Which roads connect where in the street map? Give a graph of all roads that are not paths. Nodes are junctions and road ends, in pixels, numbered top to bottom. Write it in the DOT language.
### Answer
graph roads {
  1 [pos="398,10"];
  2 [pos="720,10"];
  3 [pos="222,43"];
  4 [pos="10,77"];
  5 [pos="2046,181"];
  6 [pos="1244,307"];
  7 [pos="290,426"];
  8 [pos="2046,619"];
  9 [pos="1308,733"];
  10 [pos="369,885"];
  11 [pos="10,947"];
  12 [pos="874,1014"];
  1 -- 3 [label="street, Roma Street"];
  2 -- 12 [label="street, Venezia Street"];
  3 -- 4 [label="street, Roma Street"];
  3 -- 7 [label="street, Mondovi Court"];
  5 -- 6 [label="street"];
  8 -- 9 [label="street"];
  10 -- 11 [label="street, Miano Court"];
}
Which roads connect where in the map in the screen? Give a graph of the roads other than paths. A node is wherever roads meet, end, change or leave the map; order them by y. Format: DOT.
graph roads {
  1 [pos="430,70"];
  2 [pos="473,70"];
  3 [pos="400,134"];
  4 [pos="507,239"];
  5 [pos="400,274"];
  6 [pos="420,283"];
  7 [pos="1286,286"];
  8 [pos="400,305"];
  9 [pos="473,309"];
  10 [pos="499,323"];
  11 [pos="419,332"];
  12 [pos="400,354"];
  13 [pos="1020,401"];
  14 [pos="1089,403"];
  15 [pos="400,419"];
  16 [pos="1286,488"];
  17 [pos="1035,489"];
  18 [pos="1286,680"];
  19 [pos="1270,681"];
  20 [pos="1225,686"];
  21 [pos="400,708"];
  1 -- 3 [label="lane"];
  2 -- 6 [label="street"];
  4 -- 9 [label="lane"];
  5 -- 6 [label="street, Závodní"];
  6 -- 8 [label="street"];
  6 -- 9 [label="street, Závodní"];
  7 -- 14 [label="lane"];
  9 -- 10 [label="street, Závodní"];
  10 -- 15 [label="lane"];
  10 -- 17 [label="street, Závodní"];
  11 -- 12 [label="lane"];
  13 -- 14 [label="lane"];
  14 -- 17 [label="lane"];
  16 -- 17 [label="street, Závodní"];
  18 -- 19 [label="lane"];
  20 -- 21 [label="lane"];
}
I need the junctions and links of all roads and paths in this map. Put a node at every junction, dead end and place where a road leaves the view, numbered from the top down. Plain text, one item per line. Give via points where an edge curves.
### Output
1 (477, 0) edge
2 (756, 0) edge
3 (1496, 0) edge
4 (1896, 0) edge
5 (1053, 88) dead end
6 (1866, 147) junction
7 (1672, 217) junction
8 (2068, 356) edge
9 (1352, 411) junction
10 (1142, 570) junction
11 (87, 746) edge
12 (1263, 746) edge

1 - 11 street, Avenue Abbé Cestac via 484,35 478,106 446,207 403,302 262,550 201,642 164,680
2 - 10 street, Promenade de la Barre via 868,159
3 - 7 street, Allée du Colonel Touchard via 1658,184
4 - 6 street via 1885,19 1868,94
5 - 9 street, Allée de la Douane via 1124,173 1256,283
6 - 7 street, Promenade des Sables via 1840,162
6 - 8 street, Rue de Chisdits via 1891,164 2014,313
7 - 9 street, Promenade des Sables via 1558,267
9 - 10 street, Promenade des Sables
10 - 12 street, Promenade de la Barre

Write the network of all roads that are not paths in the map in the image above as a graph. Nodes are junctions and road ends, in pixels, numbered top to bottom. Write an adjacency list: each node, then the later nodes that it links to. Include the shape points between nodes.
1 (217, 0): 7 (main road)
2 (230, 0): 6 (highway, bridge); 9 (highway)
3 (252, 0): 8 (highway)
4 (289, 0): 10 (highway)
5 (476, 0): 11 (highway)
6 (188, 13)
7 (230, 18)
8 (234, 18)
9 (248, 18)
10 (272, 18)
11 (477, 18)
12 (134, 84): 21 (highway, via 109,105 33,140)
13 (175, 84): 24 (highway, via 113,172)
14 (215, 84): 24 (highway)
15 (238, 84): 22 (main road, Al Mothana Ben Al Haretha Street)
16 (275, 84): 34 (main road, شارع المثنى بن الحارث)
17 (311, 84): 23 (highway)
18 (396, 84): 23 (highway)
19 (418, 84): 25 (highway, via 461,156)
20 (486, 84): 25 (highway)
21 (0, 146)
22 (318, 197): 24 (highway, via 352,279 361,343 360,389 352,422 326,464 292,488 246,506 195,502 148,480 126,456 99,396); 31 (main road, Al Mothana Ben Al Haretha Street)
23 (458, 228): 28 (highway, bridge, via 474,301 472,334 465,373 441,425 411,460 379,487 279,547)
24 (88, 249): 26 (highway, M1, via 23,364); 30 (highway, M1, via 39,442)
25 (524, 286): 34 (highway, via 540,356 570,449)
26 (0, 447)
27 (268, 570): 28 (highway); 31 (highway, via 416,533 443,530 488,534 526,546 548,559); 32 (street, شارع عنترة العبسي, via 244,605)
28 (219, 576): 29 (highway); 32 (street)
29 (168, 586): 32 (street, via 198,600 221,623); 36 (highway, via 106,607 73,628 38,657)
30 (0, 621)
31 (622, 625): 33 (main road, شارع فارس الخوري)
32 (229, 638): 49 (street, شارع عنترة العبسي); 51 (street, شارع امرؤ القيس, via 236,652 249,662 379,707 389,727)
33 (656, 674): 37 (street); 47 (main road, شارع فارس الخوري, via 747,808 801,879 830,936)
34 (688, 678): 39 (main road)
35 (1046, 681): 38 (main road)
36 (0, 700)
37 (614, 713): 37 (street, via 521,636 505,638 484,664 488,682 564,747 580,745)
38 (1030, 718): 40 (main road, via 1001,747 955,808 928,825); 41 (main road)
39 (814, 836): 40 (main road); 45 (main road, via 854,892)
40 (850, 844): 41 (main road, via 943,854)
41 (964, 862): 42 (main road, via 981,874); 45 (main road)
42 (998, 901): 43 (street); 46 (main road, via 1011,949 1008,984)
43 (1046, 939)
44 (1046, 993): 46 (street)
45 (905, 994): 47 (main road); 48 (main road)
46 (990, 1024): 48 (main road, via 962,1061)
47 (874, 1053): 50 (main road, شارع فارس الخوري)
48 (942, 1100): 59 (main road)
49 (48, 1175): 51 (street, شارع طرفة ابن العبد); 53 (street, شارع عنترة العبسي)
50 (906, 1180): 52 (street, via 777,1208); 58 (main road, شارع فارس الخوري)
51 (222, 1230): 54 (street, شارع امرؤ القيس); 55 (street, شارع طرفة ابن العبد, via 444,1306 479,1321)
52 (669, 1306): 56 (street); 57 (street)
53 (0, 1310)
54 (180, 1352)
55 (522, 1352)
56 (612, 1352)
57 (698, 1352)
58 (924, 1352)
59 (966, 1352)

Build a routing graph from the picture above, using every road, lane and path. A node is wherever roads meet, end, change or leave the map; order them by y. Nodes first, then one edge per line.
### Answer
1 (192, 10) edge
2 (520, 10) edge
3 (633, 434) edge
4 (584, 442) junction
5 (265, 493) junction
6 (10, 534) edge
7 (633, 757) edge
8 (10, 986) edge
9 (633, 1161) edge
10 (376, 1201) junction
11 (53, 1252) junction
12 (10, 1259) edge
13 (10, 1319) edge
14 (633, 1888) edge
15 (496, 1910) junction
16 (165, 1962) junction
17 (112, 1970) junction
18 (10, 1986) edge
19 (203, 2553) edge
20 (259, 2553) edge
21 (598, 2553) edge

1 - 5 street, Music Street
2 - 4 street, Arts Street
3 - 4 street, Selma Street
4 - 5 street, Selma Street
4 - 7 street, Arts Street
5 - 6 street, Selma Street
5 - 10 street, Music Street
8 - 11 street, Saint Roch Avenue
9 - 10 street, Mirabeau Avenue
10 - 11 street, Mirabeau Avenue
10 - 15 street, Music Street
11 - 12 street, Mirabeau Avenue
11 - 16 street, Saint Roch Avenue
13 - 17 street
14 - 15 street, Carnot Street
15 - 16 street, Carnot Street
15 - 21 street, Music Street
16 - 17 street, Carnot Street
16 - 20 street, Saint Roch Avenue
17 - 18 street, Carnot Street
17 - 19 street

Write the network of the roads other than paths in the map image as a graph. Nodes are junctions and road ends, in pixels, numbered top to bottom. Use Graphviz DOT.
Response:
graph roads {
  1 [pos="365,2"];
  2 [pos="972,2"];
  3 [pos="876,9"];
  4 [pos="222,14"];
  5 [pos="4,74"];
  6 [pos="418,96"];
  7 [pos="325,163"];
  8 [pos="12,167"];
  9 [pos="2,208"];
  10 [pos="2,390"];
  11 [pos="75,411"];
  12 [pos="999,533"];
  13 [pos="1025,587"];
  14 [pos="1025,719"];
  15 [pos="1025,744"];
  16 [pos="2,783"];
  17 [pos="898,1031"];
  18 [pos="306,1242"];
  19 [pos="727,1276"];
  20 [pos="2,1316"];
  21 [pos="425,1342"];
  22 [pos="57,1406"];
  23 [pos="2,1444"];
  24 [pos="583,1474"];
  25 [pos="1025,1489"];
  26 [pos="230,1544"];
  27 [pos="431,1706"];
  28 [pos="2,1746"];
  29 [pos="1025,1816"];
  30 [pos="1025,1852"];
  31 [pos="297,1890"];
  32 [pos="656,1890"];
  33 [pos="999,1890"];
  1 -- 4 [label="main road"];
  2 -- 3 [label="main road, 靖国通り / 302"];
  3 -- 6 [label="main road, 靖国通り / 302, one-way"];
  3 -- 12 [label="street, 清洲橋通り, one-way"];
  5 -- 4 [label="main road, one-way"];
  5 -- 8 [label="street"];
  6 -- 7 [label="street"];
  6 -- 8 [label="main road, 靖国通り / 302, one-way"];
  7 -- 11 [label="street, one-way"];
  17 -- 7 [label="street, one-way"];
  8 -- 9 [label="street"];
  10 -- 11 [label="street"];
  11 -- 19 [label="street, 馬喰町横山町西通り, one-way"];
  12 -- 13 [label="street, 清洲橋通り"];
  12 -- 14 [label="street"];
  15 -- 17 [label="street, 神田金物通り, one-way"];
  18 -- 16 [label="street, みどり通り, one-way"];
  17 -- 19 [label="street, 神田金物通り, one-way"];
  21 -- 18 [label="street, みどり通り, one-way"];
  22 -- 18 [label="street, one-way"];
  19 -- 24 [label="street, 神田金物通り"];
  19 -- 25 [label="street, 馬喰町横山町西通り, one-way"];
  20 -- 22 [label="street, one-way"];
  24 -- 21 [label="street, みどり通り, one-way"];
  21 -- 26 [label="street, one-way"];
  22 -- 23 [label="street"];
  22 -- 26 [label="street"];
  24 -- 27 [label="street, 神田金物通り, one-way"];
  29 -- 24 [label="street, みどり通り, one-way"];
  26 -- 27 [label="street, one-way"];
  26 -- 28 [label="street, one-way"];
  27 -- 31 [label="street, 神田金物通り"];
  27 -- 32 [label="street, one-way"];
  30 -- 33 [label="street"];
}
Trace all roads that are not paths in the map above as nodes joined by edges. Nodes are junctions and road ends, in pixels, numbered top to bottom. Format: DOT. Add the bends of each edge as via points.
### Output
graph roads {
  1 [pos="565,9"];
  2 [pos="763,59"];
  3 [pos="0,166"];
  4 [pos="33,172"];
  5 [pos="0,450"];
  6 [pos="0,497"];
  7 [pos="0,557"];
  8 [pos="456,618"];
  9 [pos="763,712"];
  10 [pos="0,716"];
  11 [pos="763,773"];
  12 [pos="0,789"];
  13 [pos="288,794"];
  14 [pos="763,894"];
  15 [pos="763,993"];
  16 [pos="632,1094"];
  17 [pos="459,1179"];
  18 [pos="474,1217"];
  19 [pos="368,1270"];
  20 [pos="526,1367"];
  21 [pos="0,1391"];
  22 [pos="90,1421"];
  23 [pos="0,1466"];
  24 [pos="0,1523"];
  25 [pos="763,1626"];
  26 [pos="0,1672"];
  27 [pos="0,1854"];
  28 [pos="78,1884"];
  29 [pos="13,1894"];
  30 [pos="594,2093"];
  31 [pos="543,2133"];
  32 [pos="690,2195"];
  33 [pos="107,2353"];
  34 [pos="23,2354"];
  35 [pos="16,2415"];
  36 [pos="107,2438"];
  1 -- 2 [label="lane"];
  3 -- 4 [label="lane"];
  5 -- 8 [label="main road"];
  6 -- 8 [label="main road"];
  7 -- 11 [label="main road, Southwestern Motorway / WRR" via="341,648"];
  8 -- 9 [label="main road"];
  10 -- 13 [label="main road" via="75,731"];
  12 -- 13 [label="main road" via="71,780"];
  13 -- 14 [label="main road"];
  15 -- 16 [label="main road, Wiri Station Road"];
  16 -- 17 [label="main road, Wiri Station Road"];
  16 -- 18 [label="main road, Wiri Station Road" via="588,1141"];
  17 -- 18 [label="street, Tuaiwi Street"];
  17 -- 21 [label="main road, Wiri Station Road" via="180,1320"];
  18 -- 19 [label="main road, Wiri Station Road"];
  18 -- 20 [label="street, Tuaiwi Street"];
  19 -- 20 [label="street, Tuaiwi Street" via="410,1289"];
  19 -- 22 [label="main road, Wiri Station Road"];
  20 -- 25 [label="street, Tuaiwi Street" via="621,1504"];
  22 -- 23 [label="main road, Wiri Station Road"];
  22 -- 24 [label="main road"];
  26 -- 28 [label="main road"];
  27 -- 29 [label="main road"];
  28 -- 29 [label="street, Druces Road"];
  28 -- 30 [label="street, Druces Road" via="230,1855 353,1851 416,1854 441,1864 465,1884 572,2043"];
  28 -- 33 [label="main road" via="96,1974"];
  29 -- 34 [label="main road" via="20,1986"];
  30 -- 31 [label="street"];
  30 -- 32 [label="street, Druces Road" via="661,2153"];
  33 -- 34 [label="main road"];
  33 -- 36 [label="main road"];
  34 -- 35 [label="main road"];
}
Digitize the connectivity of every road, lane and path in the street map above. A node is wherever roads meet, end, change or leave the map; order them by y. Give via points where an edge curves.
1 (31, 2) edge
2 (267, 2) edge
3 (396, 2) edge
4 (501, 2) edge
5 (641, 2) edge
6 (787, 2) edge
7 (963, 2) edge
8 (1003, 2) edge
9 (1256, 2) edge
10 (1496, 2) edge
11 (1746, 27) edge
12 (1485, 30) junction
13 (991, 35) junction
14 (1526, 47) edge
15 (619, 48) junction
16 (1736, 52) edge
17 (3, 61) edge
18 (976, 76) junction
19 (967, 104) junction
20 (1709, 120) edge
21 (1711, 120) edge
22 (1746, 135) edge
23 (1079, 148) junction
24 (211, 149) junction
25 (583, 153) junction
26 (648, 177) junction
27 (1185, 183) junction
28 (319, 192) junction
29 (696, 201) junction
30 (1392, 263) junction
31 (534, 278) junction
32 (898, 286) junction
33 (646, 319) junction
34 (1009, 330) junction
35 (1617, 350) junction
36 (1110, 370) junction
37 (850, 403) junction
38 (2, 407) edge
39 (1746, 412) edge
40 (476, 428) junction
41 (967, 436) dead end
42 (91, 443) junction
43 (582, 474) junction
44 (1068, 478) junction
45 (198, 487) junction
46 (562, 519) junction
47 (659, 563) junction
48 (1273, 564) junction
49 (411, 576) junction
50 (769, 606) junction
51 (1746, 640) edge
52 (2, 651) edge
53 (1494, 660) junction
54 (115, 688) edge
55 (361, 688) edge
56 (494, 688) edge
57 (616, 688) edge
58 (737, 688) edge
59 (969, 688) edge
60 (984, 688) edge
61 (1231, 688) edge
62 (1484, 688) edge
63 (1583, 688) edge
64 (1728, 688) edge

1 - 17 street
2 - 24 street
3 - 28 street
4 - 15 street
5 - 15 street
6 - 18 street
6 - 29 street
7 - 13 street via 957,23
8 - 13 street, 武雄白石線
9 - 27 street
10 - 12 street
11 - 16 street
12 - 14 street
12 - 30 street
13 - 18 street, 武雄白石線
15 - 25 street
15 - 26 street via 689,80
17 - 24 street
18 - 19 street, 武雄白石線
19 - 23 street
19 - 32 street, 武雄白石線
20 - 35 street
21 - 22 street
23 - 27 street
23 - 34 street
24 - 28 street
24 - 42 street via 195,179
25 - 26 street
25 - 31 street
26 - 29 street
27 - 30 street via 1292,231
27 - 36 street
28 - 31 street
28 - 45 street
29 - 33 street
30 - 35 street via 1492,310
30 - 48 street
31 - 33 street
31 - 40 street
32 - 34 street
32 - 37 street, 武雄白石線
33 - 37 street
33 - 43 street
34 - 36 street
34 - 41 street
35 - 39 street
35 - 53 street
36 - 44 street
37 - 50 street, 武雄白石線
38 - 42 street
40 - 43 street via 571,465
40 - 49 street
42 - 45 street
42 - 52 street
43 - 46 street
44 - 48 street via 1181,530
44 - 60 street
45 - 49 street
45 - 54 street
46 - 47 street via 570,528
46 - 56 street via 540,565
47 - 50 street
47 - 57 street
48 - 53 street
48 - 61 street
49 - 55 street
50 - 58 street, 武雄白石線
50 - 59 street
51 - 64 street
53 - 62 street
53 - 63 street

• • • •

> WHAT TO DO
Note every line of the entries in which "القيس" appears, and copy it down.

> ANSWER FOR THIS EXERCISE
32 (229, 638): 49 (street, شارع عنترة العبسي); 51 (street, شارع امرؤ القيس, via 236,652 249,662 379,707 389,727)
51 (222, 1230): 54 (street, شارع امرؤ القيس); 55 (street, شارع طرفة ابن العبد, via 444,1306 479,1321)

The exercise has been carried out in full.